Study Materials and Aids

  • Clinical Concepts for Family Practice. This is a list of codes for those in family practice; this can serve as an excellent study guide for some of the most common issues you might see in coding.
  • Flashcards: Learn ICD-10. This site offers a variety of flashcards designed to help you memorize the pertinent codes of the ICD-10.
  • ICD-10-CM Basic Coding Training Workbook. Offered through agencies in North Carolina, this training book can serve as an excellent guide for those studying for the test.
  • ICD-10-CM Self-Study Resources. Students can find numerous study guides here, such as webinars, practice assessments, and online coding training.
  • ICD-10-CM Theory Quiz. This multiple-choice quiz can help point out strengths and weaknesses as you prepare for the test.

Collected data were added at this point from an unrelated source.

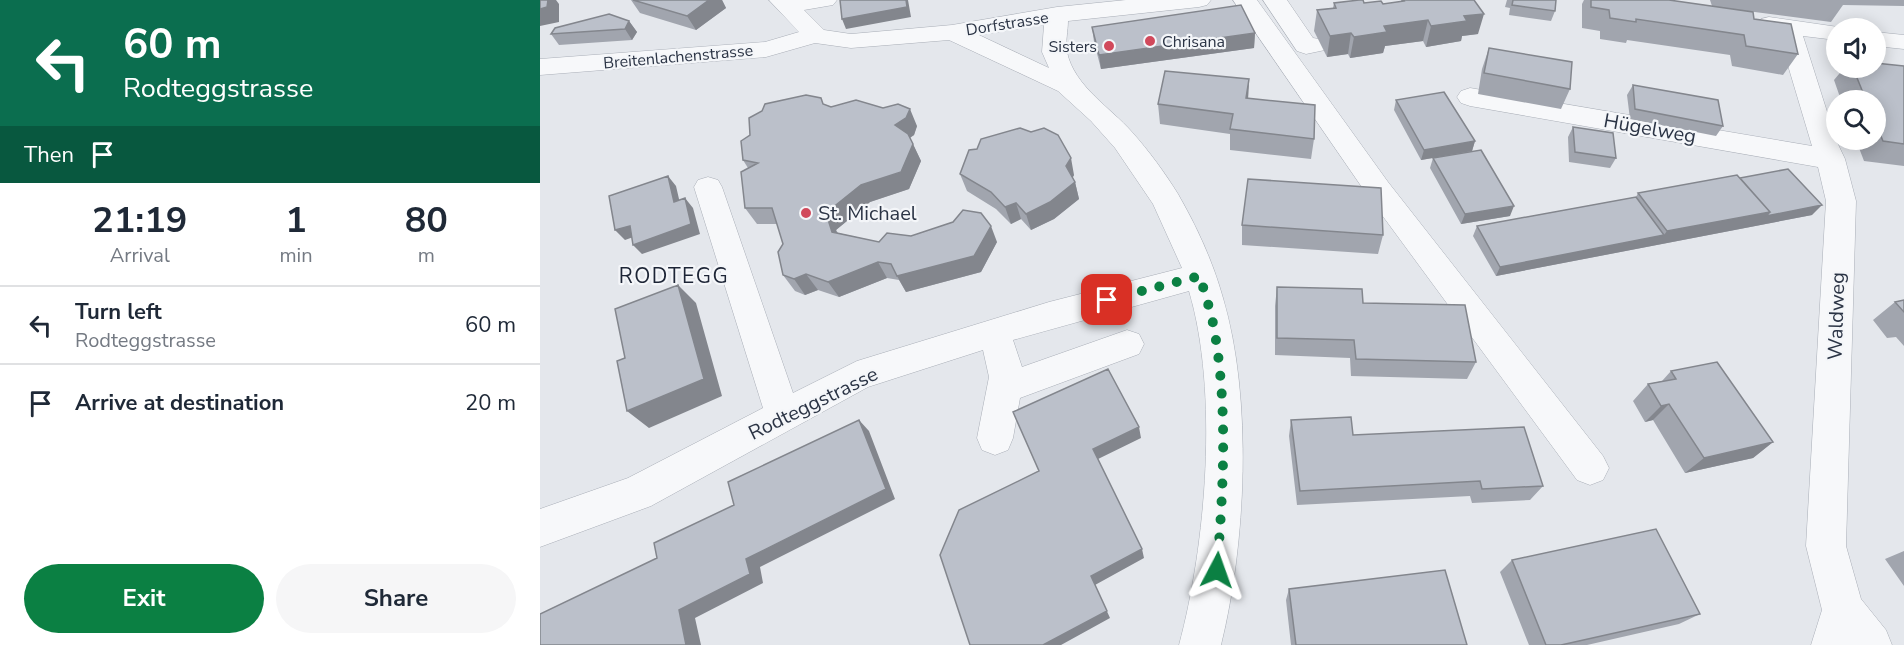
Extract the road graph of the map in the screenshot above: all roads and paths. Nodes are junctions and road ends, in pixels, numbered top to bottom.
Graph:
1 (825, 0) edge
2 (1199, 0) edge
3 (1245, 0) edge
4 (1275, 0) edge
5 (785, 3) edge
6 (1131, 3) edge
7 (1057, 14) junction
8 (1746, 20) edge
9 (1788, 27) junction
10 (952, 32) junction
11 (1826, 32) edge
12 (815, 35) junction
13 (1886, 40) edge
14 (1904, 42) edge
15 (1316, 45) dead end
16 (540, 67) edge
17 (1072, 89) junction
18 (1470, 97) dead end
19 (1830, 159) junction
20 (708, 187) dead end
21 (1200, 276) junction
22 (994, 333) junction
23 (1127, 344) dead end
24 (1005, 388) junction
25 (783, 416) junction
26 (995, 438) dead end
27 (1590, 468) dead end
28 (540, 528) edge
29 (1837, 627) edge
30 (1200, 645) edge
31 (1871, 645) edge

1 - 5 street
2 - 6 street, Dorfstrasse
3 - 27 street
4 - 15 street
5 - 12 street
6 - 7 street, Dorfstrasse
7 - 10 street, Dorfstrasse
7 - 17 street
8 - 9 street
9 - 11 street
9 - 19 street, Waldweg
10 - 12 street, Dorfstrasse
10 - 17 street
12 - 16 street, Breitenlachenstrasse
13 - 14 street
17 - 21 street
18 - 19 street, Hügelweg
19 - 29 street, Waldweg
20 - 25 street
21 - 22 street, Rodteggstrasse
21 - 30 street
22 - 24 street
22 - 25 street, Rodteggstrasse
23 - 24 street
24 - 26 street
25 - 28 street, Rodteggstrasse
29 - 31 street, Waldweg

Webinars and YouTube Videos

  • AHA Coding Clinic Advisor. Filled with webinars, quizzes, and educator resources, this website offers a wealth of study and information for billing and coding experts.
  • Code Master Coach. This YouTube channel is a medical coding tutor who covers a wide variety of issues surrounding the ICD-10-CM.
  • Coding with Kate. This helpful YouTube channel focuses on the ICD-10-CM as well as other issues in healthcare that are related to billing, coding, and insurance.
  • ICD-10-CM Webinars. These webinars offered through the American Academy of Pediatrics is a great way to brush up on the basics and the theories around the coding process.

Apps and Social Media

  • CPC Exam Prep. Offered by Pocket Coder, this app has over 500 practice questions and 17 content subjects, right there on your smartphone.
  • ICD10 Consult. This app offers a searchable database of ICD-10 codes, conversions from ICD-9 to the newer requirements, and more functions to help you get through your day without opening up that big book to find what you need.
  • MD Code Pro. Providers no longer have to worry about using the right codes. This program can help them find exactly what they need with a few swipes and clicks.
  • Supercoder Blog. This regularly-updated blog focuses on timely issues with the ICD-10 codes, such as adding vaping-related codes and mastering seven characters.